If I were a dedicated Twitterer, I suppose you could have gotten the whole leather boot story in real time:

Lucy can’t zip up and she can’t zip down.

The boots are many years old so it doesn’t matter if we rip them. Is Lucy rationalizing or what?

Lucy is already thinking about the boots that will replace these.

Ricky has no interest in dealing with the unzippable boot, now or later tonight when they return home.

De-Facto has the WD40 out.

That boot is not going anywhere.

Facebook or Twitter, MySpace, Amazon, Ning… Hundreds of social networking sites – some entirely customizable – are out there to connect and distract us. You can view them as fad of the thumb-generation, another burdensome internet activity to challenge you and waste your time. Or you can see them as a technological tools that help us figure out who we are in relation to the people around us. I suppose it’s all about how you use them.

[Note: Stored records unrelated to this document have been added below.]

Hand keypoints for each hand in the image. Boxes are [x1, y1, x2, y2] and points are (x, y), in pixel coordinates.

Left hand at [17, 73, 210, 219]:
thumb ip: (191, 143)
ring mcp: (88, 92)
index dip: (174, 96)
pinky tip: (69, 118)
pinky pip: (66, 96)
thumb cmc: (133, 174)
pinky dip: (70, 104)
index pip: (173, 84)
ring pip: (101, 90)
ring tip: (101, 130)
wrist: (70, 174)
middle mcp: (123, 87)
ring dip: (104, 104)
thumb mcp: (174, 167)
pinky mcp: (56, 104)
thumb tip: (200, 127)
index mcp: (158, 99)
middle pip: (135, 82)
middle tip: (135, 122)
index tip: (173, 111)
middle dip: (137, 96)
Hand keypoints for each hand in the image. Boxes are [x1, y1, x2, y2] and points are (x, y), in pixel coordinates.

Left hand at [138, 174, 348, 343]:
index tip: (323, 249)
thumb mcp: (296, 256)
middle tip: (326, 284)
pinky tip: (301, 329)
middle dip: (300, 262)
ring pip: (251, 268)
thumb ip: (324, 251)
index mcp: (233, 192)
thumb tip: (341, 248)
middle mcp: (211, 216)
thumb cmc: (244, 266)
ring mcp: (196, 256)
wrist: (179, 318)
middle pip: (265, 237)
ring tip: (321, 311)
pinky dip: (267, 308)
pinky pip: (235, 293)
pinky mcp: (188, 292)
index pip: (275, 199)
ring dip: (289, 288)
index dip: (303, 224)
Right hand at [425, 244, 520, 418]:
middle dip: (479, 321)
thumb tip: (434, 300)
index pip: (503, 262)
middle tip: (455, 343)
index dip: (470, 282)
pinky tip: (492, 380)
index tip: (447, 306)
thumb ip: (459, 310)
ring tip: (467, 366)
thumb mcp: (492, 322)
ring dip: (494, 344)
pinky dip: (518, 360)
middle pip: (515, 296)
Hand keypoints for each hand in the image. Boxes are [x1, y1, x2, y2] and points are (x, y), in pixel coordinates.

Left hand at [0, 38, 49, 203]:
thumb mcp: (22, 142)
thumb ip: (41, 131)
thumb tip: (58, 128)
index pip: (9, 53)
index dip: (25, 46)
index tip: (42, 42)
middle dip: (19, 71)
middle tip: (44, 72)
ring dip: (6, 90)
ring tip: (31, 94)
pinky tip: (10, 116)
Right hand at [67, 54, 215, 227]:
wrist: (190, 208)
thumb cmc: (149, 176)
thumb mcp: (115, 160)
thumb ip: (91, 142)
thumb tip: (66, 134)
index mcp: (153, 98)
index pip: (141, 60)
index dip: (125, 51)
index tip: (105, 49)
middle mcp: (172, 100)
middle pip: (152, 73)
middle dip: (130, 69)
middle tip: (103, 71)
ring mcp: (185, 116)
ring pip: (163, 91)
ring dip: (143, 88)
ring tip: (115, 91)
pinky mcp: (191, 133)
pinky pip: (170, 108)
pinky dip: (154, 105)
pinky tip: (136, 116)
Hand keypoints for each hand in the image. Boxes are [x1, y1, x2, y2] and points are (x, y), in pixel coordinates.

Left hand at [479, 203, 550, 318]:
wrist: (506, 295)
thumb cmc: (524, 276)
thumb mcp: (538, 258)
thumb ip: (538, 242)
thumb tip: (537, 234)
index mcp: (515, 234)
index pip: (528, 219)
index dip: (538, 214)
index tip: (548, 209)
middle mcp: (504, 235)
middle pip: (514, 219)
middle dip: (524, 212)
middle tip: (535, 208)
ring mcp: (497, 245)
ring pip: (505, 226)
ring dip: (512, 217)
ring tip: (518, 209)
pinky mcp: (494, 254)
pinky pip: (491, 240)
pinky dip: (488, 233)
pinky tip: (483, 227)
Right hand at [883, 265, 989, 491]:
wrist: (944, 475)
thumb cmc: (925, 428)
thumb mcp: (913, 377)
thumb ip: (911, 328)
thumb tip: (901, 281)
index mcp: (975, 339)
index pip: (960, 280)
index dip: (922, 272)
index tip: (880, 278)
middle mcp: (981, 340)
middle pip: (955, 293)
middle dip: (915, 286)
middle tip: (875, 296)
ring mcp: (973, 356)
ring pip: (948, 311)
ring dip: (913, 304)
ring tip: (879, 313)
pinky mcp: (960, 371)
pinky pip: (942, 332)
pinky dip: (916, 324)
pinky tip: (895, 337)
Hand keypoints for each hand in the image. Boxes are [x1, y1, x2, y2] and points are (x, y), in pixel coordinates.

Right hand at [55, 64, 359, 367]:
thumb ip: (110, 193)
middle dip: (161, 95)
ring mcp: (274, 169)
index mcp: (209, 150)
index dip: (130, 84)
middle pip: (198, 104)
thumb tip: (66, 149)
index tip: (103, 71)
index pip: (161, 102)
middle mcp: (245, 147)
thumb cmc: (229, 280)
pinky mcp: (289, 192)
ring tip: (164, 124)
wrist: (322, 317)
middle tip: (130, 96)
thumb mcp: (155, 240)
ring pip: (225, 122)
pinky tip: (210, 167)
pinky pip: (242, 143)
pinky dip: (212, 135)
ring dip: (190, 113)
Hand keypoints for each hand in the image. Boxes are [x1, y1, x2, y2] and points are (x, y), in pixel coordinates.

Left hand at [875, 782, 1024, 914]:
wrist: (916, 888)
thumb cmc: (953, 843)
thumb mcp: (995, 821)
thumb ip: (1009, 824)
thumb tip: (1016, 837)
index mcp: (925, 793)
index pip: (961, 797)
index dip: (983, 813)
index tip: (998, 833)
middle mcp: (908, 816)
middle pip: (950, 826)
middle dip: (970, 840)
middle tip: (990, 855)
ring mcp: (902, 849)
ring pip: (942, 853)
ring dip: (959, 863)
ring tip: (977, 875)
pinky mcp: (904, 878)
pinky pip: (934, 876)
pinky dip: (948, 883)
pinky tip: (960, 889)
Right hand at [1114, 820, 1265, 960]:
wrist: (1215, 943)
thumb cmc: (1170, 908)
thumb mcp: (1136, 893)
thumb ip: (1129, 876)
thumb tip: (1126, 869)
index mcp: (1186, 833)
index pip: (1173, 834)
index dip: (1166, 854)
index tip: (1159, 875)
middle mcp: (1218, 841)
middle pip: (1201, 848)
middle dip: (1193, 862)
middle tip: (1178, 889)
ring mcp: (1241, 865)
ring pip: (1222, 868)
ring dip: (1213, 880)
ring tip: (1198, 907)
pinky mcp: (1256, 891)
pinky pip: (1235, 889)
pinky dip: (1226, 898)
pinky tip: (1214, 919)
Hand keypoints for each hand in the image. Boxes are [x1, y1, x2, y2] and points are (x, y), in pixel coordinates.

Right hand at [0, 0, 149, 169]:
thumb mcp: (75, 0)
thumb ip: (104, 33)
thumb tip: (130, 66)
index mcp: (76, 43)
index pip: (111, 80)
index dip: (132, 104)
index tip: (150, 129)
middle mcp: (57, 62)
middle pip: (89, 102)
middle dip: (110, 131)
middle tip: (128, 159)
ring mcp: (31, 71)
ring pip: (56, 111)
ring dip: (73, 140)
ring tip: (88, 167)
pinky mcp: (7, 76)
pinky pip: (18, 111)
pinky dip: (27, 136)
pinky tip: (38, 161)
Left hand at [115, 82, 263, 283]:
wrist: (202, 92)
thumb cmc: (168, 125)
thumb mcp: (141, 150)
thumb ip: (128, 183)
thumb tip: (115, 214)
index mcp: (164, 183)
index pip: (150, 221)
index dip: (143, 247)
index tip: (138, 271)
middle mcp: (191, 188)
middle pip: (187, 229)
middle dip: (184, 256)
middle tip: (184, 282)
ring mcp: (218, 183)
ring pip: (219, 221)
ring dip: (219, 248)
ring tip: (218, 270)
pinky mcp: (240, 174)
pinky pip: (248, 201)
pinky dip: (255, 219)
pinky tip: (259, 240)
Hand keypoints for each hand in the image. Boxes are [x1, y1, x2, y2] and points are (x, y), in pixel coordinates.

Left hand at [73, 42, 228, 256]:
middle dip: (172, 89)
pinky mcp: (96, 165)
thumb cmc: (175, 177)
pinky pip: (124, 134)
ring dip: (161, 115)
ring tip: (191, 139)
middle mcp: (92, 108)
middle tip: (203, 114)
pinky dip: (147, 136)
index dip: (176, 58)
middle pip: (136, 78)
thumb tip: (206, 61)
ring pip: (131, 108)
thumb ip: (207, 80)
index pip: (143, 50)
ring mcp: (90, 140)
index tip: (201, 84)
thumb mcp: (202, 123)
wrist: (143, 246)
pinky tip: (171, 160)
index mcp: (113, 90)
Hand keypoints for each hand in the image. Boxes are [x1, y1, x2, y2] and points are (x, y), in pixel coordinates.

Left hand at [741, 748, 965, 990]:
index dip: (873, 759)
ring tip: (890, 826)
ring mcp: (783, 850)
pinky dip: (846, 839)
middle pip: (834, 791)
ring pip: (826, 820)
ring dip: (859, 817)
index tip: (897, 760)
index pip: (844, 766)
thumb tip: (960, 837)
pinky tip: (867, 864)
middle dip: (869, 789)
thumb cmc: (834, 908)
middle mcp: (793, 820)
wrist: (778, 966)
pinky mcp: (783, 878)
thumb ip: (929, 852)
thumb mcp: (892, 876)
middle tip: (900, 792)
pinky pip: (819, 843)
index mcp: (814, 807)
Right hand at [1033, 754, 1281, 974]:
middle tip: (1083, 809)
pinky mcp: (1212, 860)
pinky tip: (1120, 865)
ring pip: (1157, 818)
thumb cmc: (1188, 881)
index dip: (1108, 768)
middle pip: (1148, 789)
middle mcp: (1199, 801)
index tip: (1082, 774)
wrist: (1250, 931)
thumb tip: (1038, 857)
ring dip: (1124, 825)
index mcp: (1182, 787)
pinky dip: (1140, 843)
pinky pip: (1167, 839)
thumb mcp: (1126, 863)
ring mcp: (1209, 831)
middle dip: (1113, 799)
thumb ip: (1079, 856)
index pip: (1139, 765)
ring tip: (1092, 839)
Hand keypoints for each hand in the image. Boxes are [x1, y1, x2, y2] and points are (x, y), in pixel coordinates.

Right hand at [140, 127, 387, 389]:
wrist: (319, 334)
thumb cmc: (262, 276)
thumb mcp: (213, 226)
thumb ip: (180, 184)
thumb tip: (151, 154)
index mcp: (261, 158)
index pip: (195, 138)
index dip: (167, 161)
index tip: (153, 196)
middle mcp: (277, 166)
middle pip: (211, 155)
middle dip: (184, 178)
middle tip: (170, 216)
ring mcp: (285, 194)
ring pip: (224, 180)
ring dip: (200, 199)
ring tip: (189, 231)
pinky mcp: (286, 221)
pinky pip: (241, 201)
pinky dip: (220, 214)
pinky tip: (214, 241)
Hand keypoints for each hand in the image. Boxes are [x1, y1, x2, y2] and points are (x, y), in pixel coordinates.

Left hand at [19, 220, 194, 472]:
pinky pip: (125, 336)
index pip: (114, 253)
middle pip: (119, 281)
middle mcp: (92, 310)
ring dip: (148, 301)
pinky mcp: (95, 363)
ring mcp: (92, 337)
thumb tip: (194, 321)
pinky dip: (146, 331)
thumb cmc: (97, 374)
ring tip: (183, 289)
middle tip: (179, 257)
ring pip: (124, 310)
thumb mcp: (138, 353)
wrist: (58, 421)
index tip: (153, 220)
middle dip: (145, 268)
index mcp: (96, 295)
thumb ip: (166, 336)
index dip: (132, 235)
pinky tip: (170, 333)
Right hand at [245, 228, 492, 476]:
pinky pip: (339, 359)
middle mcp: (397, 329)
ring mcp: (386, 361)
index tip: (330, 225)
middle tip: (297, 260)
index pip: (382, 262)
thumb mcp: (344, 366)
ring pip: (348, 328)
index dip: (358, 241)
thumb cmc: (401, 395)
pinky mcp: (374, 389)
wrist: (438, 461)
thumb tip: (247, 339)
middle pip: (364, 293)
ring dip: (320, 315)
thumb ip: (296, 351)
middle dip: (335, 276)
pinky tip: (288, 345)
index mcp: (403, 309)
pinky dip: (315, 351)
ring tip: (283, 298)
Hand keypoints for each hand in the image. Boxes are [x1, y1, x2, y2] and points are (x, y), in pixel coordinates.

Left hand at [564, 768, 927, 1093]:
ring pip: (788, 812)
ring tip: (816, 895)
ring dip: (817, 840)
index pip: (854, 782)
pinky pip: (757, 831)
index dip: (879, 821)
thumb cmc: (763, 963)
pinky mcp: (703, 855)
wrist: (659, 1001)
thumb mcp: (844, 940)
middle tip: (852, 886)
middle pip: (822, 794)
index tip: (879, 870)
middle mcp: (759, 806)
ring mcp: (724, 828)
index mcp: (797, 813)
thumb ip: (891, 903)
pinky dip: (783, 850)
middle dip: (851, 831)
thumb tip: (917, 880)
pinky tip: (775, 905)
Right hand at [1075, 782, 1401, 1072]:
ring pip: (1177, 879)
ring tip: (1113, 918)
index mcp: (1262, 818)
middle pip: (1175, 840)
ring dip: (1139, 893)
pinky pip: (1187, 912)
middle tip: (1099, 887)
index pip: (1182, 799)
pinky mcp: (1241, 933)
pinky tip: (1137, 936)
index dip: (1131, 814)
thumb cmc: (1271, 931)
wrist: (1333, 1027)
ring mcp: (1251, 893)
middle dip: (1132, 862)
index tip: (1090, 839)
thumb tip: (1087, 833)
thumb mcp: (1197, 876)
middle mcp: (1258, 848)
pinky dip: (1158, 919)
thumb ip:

And If you’re wondering about the boot, did it come off and when, well, you’ll just have to follow me on Twitter, then, won’t you?


3 Responses to “Technology to Boot”

  • Jenny Says:

    Like your husband, I’m puzzled by Twitter. It just seems so self-involved. I reluctantly signed up a few weeks ago, tried using it, and felt like an egomaniac, maybe even a megalomaniac, each time I broadcast tidbits about my existence. But I agree with you, that it’s important to keep up with technology if only to be a parent-in-the-know. Thanks to texting (which I also don’t get) and Twitter, I’m losing a foothold!

  • MDBlogs Says:

    I’m still not sure 100% myself, but diving in has been an intriguing. This might be of interest if you feel like exploring the possibilities of Twitter, a recent post from Alpha Mummy.

  • Andrea Says:

    Have you ever noticed that there are several “styles”, when it comes to status updates/Twitters?
    I have identified the following profiles:
    – Some people post smart quotations and/or deep thoughts. I’d call them “Bonsai philosophers”.
    – Others (typically free-lance consultants) announce their new product or project, with a link to it, hoping it will spread virally. “Cough cough marketing”.
    – Others post cryptic stuff about themselves, hoping their friends will contact them to ask for explanations (Example: “Something odd happened to me today, maybe that’s why I’m so…”). These are normally young problematic kids or young bored pensioners. “SMS me a shrink”.
    – Others post about what they are actually doing (“ABC is cooking dinner”), but only at night. These are normally serious employees in companies that don’t like their people to waste time on social networks. “The Dark Accountant”.
    – Finally, there’s a whole range of people who update their status frantically, minute by minute, using their mobile phone. They tend to write very frequent but short updates, often incomplete because they don’t have time to write it properly. “Status praecox”.